Configuring CloudFlare’s Universal SSL

Posted on
Updated on

On September 29, 2014, CloudFlare, a web security company and CDN provider, announced that they would begin offering free, automatic SSL to all its customers (including those on their free plan). This is an enormous step forward for enhancing security and privacy on the Internet; while website owners would previously need to purchase an SSL certificate for their site and often pay extra for SSL hosting, CloudFlare now makes this all free. Plus, you get the benefits of their other services such as DDoS protection.

I’ve previously written about hosting static sites with GitHub Pages, which is what I use for www.benburwell.com. GitHub provides SSL hosting for its static sites, but not with custom domain names (e.g. https://example.github.io but http://example.com). Using CloudFlare, it’s possible to use https://example.com for free. And as a bonus, you won’t need to worry about DNS hosting either.

What is CloudFlare?

CloudFlare works by having all of the traffic for your site routed through CloudFlare’s network, which provides CDN services such as caching of static resources, as well as security options like DDoS protection and a Web Application Firewall (WAF). You’ll need to import your DNS records to CloudFlare and specify CloudFlare’s DNS servers with your domain registrar to facilitate the service. Other nice features include apex CNAME records using the @ character (traditionally challenging), as well as IPv6 DNS support.

Setting Up Free, Universal SSL with GitHub Pages

(Note: you can really do this with any host, but I’m going to be describing how I did this with my site.)

To get started, head over to CloudFlare and create an account. Next, you’ll specify the website you want to use CloudFlare with (be sure to use your custom DNS name, not you.github.io). You’ll have to wait for a few minutes as CloudFlare scrapes your DNS records. Be sure all of them are there, as any that aren’t will cease to be valid once you enable CloudFlare.
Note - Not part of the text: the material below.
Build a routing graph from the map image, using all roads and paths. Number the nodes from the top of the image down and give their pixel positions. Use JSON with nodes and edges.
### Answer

Next, head over to your registrar and change your authoritative name servers to the ones listed in CloudFlare to start routing your traffic through their network. This will take some time to propagate through the DNS network, but should be effective within a few hours. In the meantime, you can take a look at the three Settings pages. There are many options for optimization, redirects, caching, security, and more. The important one is to go down to the SSL option and set it to Flexible SSL. Note that even though you can access your GitHub pages site over SSL, trying to do so with full SSL through CloudFlare will result in an “Unknown Site” error from GitHub.
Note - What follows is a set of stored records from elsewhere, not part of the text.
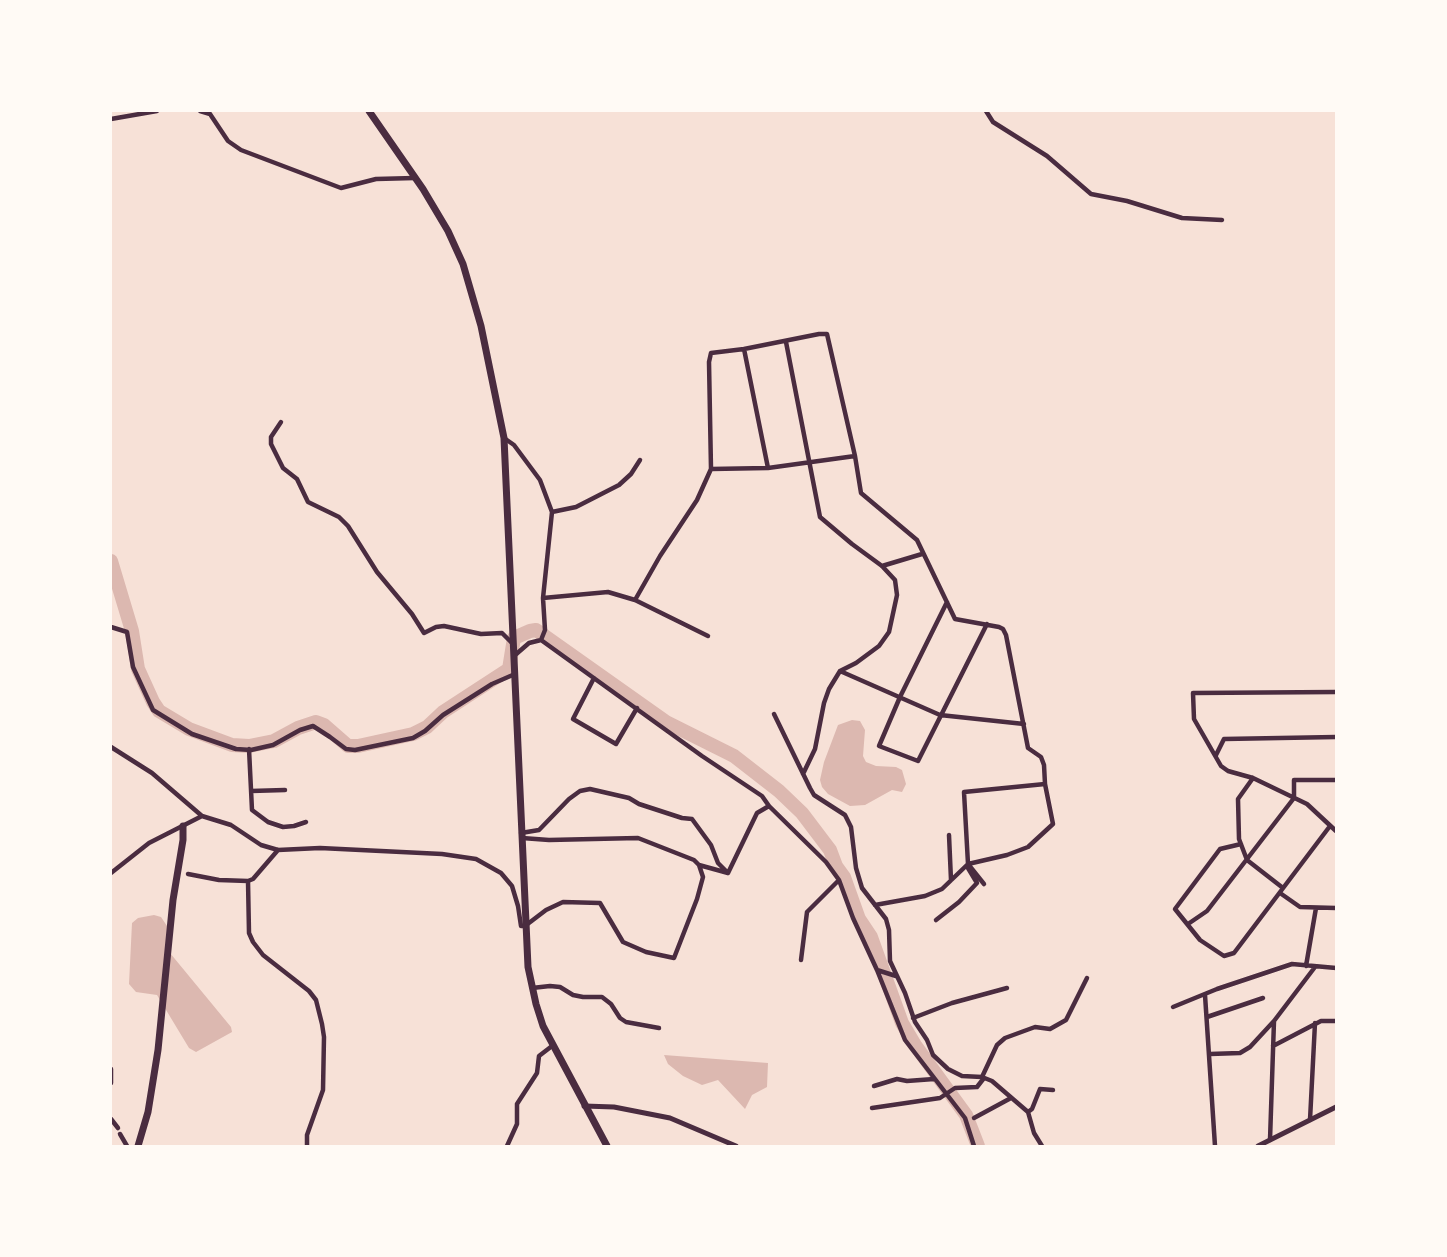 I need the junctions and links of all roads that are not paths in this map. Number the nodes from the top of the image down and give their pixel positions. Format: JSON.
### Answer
{"nodes":[{"id":1,"x":158,"y":111,"type":"edge"},
{"id":2,"x":201,"y":111,"type":"edge"},
{"id":3,"x":369,"y":111,"type":"edge"},
{"id":4,"x":986,"y":111,"type":"edge"},
{"id":5,"x":111,"y":118,"type":"edge"},
{"id":6,"x":415,"y":178,"type":"junction"},
{"id":7,"x":1222,"y":220,"type":"dead end"},
{"id":8,"x":786,"y":342,"type":"junction"},
{"id":9,"x":744,"y":349,"type":"junction"},
{"id":10,"x":281,"y":422,"type":"dead end"},
{"id":11,"x":504,"y":438,"type":"junction"},
{"id":12,"x":855,"y":456,"type":"junction"},
{"id":13,"x":640,"y":460,"type":"dead end"},
{"id":14,"x":809,"y":462,"type":"junction"},
{"id":15,"x":768,"y":468,"type":"junction"},
{"id":16,"x":711,"y":469,"type":"junction"},
{"id":17,"x":552,"y":512,"type":"junction"},
{"id":18,"x":922,"y":554,"type":"junction"},
{"id":19,"x":882,"y":566,"type":"junction"},
{"id":20,"x":543,"y":598,"type":"junction"},
{"id":21,"x":635,"y":600,"type":"junction"},
{"id":22,"x":947,"y":602,"type":"junction"},
{"id":23,"x":987,"y":624,"type":"junction"},
{"id":24,"x":111,"y":627,"type":"edge"},
{"id":25,"x":708,"y":636,"type":"dead end"},
{"id":26,"x":541,"y":640,"type":"junction"},
{"id":27,"x":513,"y":645,"type":"junction"},
{"id":28,"x":514,"y":656,"type":"junction"},
{"id":29,"x":840,"y":671,"type":"junction"},
{"id":30,"x":514,"y":674,"type":"junction"},
{"id":31,"x":594,"y":678,"type":"junction"},
{"id":32,"x":1336,"y":692,"type":"edge"},
{"id":33,"x":900,"y":697,"type":"junction"},
{"id":34,"x":637,"y":708,"type":"junction"},
{"id":35,"x":774,"y":714,"type":"dead end"},
{"id":36,"x":940,"y":715,"type":"junction"},
{"id":37,"x":1023,"y":724,"type":"junction"},
{"id":38,"x":1336,"y":737,"type":"edge"},
{"id":39,"x":111,"y":747,"type":"edge"},
{"id":40,"x":249,"y":749,"type":"junction"},
{"id":41,"x":1216,"y":755,"type":"junction"},
{"id":42,"x":803,"y":774,"type":"junction"},
{"id":43,"x":1253,"y":778,"type":"junction"},
{"id":44,"x":1336,"y":780,"type":"edge"},
{"id":45,"x":1045,"y":784,"type":"junction"},
{"id":46,"x":285,"y":790,"type":"dead end"},
{"id":47,"x":251,"y":791,"type":"junction"},
{"id":48,"x":1294,"y":798,"type":"junction"},
{"id":49,"x":769,"y":806,"type":"junction"},
{"id":50,"x":202,"y":816,"type":"junction"},
{"id":51,"x":306,"y":822,"type":"dead end"},
{"id":52,"x":183,"y":826,"type":"junction"},
{"id":53,"x":1330,"y":826,"type":"junction"},
{"id":54,"x":1336,"y":831,"type":"edge"},
{"id":55,"x":949,"y":835,"type":"dead end"},
{"id":56,"x":521,"y":836,"type":"junction"},
{"id":57,"x":1241,"y":844,"type":"junction"},
{"id":58,"x":278,"y":850,"type":"junction"},
{"id":59,"x":1247,"y":860,"type":"junction"},
{"id":60,"x":967,"y":865,"type":"junction"},
{"id":61,"x":699,"y":866,"type":"junction"},
{"id":62,"x":111,"y":873,"type":"edge"},
{"id":63,"x":728,"y":873,"type":"junction"},
{"id":64,"x":188,"y":874,"type":"dead end"},
{"id":65,"x":839,"y":880,"type":"junction"},
{"id":66,"x":951,"y":880,"type":"junction"},
{"id":67,"x":248,"y":881,"type":"junction"},
{"id":68,"x":984,"y":884,"type":"dead end"},
{"id":69,"x":1281,"y":890,"type":"junction"},
{"id":70,"x":875,"y":905,"type":"junction"},
{"id":71,"x":1316,"y":908,"type":"junction"},
{"id":72,"x":1336,"y":908,"type":"edge"},
{"id":73,"x":936,"y":920,"type":"dead end"},
{"id":74,"x":1188,"y":924,"type":"junction"},
{"id":75,"x":525,"y":926,"type":"junction"},
{"id":76,"x":801,"y":960,"type":"dead end"},
{"id":77,"x":1306,"y":966,"type":"junction"},
{"id":78,"x":1315,"y":967,"type":"junction"},
{"id":79,"x":1336,"y":968,"type":"edge"},
{"id":80,"x":877,"y":970,"type":"junction"},
{"id":81,"x":896,"y":976,"type":"junction"},
{"id":82,"x":1087,"y":978,"type":"dead end"},
{"id":83,"x":532,"y":988,"type":"junction"},
{"id":84,"x":1007,"y":988,"type":"dead end"},
{"id":85,"x":1205,"y":995,"type":"junction"},
{"id":86,"x":1263,"y":998,"type":"dead end"},
{"id":87,"x":1173,"y":1007,"type":"dead end"},
{"id":88,"x":1207,"y":1017,"type":"junction"},
{"id":89,"x":913,"y":1018,"type":"junction"},
{"id":90,"x":1274,"y":1022,"type":"junction"},
{"id":91,"x":1336,"y":1022,"type":"edge"},
{"id":92,"x":1315,"y":1023,"type":"junction"},
{"id":93,"x":659,"y":1028,"type":"dead end"},
{"id":94,"x":552,"y":1046,"type":"junction"},
{"id":95,"x":1273,"y":1046,"type":"junction"},
{"id":96,"x":1210,"y":1054,"type":"junction"},
{"id":97,"x":111,"y":1069,"type":"edge"},
{"id":98,"x":983,"y":1077,"type":"junction"},
{"id":99,"x":934,"y":1079,"type":"junction"},
{"id":100,"x":111,"y":1083,"type":"edge"},
{"id":101,"x":874,"y":1086,"type":"dead end"},
{"id":102,"x":1053,"y":1090,"type":"dead end"},
{"id":103,"x":945,"y":1094,"type":"junction"},
{"id":104,"x":1011,"y":1098,"type":"junction"},
{"id":105,"x":584,"y":1106,"type":"junction"},
{"id":106,"x":1336,"y":1107,"type":"edge"},
{"id":107,"x":872,"y":1108,"type":"dead end"},
{"id":108,"x":1028,"y":1112,"type":"junction"},
{"id":109,"x":974,"y":1118,"type":"dead end"},
{"id":110,"x":111,"y":1119,"type":"edge"},
{"id":111,"x":1310,"y":1120,"type":"junction"},
{"id":112,"x":118,"y":1128,"type":"dead end"},
{"id":113,"x":120,"y":1134,"type":"dead end"},
{"id":114,"x":1270,"y":1140,"type":"junction"},
{"id":115,"x":127,"y":1146,"type":"edge"},
{"id":116,"x":138,"y":1146,"type":"edge"},
{"id":117,"x":307,"y":1146,"type":"edge"},
{"id":118,"x":507,"y":1146,"type":"edge"},
{"id":119,"x":607,"y":1146,"type":"edge"},
{"id":120,"x":736,"y":1146,"type":"edge"},
{"id":121,"x":974,"y":1146,"type":"edge"},
{"id":122,"x":1042,"y":1146,"type":"edge"},
{"id":123,"x":1215,"y":1146,"type":"edge"},
{"id":124,"x":1259,"y":1146,"type":"edge"}],
"edges":[{"from":1,"to":5,"type":"street"},
{"from":2,"to":6,"type":"street"},
{"from":3,"to":6,"type":"main road"},
{"from":4,"to":7,"type":"street"},
{"from":6,"to":11,"type":"main road"},
{"from":8,"to":9,"type":"street"},
{"from":8,"to":12,"type":"street"},
{"from":8,"to":14,"type":"street"},
{"from":9,"to":15,"type":"street"},
{"from":9,"to":16,"type":"street"},
{"from":10,"to":27,"type":"street"},
{"from":11,"to":17,"type":"street"},
{"from":11,"to":27,"type":"main road"},
{"from":12,"to":14,"type":"street"},
{"from":12,"to":18,"type":"street"},
{"from":13,"to":17,"type":"street"},
{"from":14,"to":15,"type":"street"},
{"from":14,"to":19,"type":"street"},
{"from":15,"to":16,"type":"street"},
{"from":16,"to":21,"type":"street"},
{"from":17,"to":20,"type":"street"},
{"from":18,"to":19,"type":"street"},
{"from":18,"to":22,"type":"street"},
{"from":19,"to":29,"type":"street"},
{"from":20,"to":21,"type":"street"},
{"from":20,"to":26,"type":"street"},
{"from":21,"to":25,"type":"street"},
{"from":22,"to":23,"type":"street"},
{"from":22,"to":33,"type":"street"},
{"from":23,"to":36,"type":"street"},
{"from":23,"to":37,"type":"street"},
{"from":24,"to":40,"type":"street"},
{"from":26,"to":28,"type":"street"},
{"from":26,"to":31,"type":"street"},
{"from":27,"to":28,"type":"main road"},
{"from":28,"to":30,"type":"main road"},
{"from":29,"to":33,"type":"street"},
{"from":29,"to":42,"type":"street"},
{"from":30,"to":40,"type":"street"},
{"from":30,"to":56,"type":"main road"},
{"from":31,"to":34,"type":"street"},
{"from":31,"to":34,"type":"street"},
{"from":32,"to":41,"type":"street"},
{"from":33,"to":36,"type":"street"},
{"from":33,"to":36,"type":"street"},
{"from":34,"to":49,"type":"street"},
{"from":35,"to":42,"type":"street"},
{"from":36,"to":37,"type":"street"},
{"from":37,"to":45,"type":"street"},
{"from":38,"to":41,"type":"street"},
{"from":39,"to":50,"type":"street"},
{"from":40,"to":47,"type":"street"},
{"from":41,"to":43,"type":"street"},
{"from":42,"to":70,"type":"street"},
{"from":43,"to":48,"type":"street"},
{"from":43,"to":57,"type":"street"},
{"from":44,"to":48,"type":"street"},
{"from":45,"to":60,"type":"street"},
{"from":45,"to":60,"type":"street"},
{"from":46,"to":47,"type":"street"},
{"from":47,"to":51,"type":"street"},
{"from":48,"to":53,"type":"street"},
{"from":48,"to":59,"type":"street"},
{"from":49,"to":63,"type":"street"},
{"from":49,"to":65,"type":"street"},
{"from":50,"to":52,"type":"street"},
{"from":50,"to":58,"type":"street"},
{"from":52,"to":62,"type":"street"},
{"from":52,"to":116,"type":"main road"},
{"from":53,"to":54,"type":"street"},
{"from":53,"to":69,"type":"street"},
{"from":55,"to":66,"type":"street"},
{"from":56,"to":61,"type":"street"},
{"from":56,"to":63,"type":"street"},
{"from":56,"to":75,"type":"main road"},
{"from":57,"to":59,"type":"street"},
{"from":57,"to":74,"type":"street"},
{"from":58,"to":67,"type":"street"},
{"from":58,"to":75,"type":"street"},
{"from":59,"to":69,"type":"street"},
{"from":59,"to":74,"type":"street"},
{"from":60,"to":66,"type":"street"},
{"from":60,"to":68,"type":"street"},
{"from":60,"to":73,"type":"street"},
{"from":61,"to":63,"type":"street"},
{"from":61,"to":75,"type":"street"},
{"from":64,"to":67,"type":"street"},
{"from":65,"to":76,"type":"street"},
{"from":65,"to":80,"type":"street"},
{"from":66,"to":70,"type":"street"},
{"from":67,"to":117,"type":"street"},
{"from":69,"to":71,"type":"street"},
{"from":69,"to":74,"type":"street"},
{"from":70,"to":81,"type":"street"},
{"from":71,"to":72,"type":"street"},
{"from":71,"to":77,"type":"street"},
{"from":75,"to":83,"type":"main road"},
{"from":77,"to":78,"type":"street"},
{"from":77,"to":85,"type":"street"},
{"from":78,"to":79,"type":"street"},
{"from":78,"to":90,"type":"street"},
{"from":80,"to":81,"type":"street"},
{"from":80,"to":99,"type":"street"},
{"from":81,"to":89,"type":"street"},
{"from":82,"to":98,"type":"street"},
{"from":83,"to":93,"type":"street"},
{"from":83,"to":94,"type":"main road"},
{"from":84,"to":89,"type":"street"},
{"from":85,"to":87,"type":"street"},
{"from":85,"to":88,"type":"street"},
{"from":86,"to":88,"type":"street"},
{"from":88,"to":96,"type":"street"},
{"from":89,"to":98,"type":"street"},
{"from":90,"to":95,"type":"street"},
{"from":90,"to":96,"type":"street"},
{"from":91,"to":92,"type":"street"},
{"from":92,"to":95,"type":"street"},
{"from":92,"to":111,"type":"street"},
{"from":94,"to":105,"type":"main road"},
{"from":94,"to":118,"type":"street"},
{"from":95,"to":114,"type":"street"},
{"from":96,"to":123,"type":"street"},
{"from":97,"to":100,"type":"street"},
{"from":98,"to":103,"type":"street"},
{"from":98,"to":104,"type":"street"},
{"from":99,"to":101,"type":"street"},
{"from":99,"to":103,"type":"street"},
{"from":102,"to":108,"type":"street"},
{"from":103,"to":107,"type":"street"},
{"from":103,"to":121,"type":"street"},
{"from":104,"to":108,"type":"street"},
{"from":104,"to":109,"type":"street"},
{"from":105,"to":119,"type":"main road"},
{"from":105,"to":120,"type":"street"},
{"from":106,"to":111,"type":"street"},
{"from":108,"to":122,"type":"street"},
{"from":110,"to":112,"type":"street"},
{"from":111,"to":114,"type":"street"},
{"from":113,"to":115,"type":"street"},
{"from":114,"to":124,"type":"street"}]}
Update on 22 May, 2015: Since this article was published, CloudFlare has updated their dashboard. Now, the settings for SSL are located under the “Crypto” tab for your website. The page rules as described below are still configured the same way, but now found under the “Page Rules” tab.

On the free tier, CloudFlare states that it will take up to 24 hours to provision the SSL certificate for your site. In my case, it only took a few hours. Using one of their paid plans will result in immediate provision. You can check in on whether the certificate has been provisioned by trying to navigate to https://yoursite.com. You’ll likely get a domain mismatch SSL error as CloudFlare defaults to a different certificate until yours has been provisioned. Once you stop receiving the error, you’re good to go!

The final step is to set up Page Rules (of which you get three for free) to redirect visitors to the non-secure site to the SSL one. Go to My Websites and click Page Rules under the gear icon. Enter the URL patterns to match and flip the “Always use https” to ON.

Sample CloudFlare page rules for always using SSL

That’s it! You’ve taken an important step towards making the web browsing gxperience more secure and private for your visitors.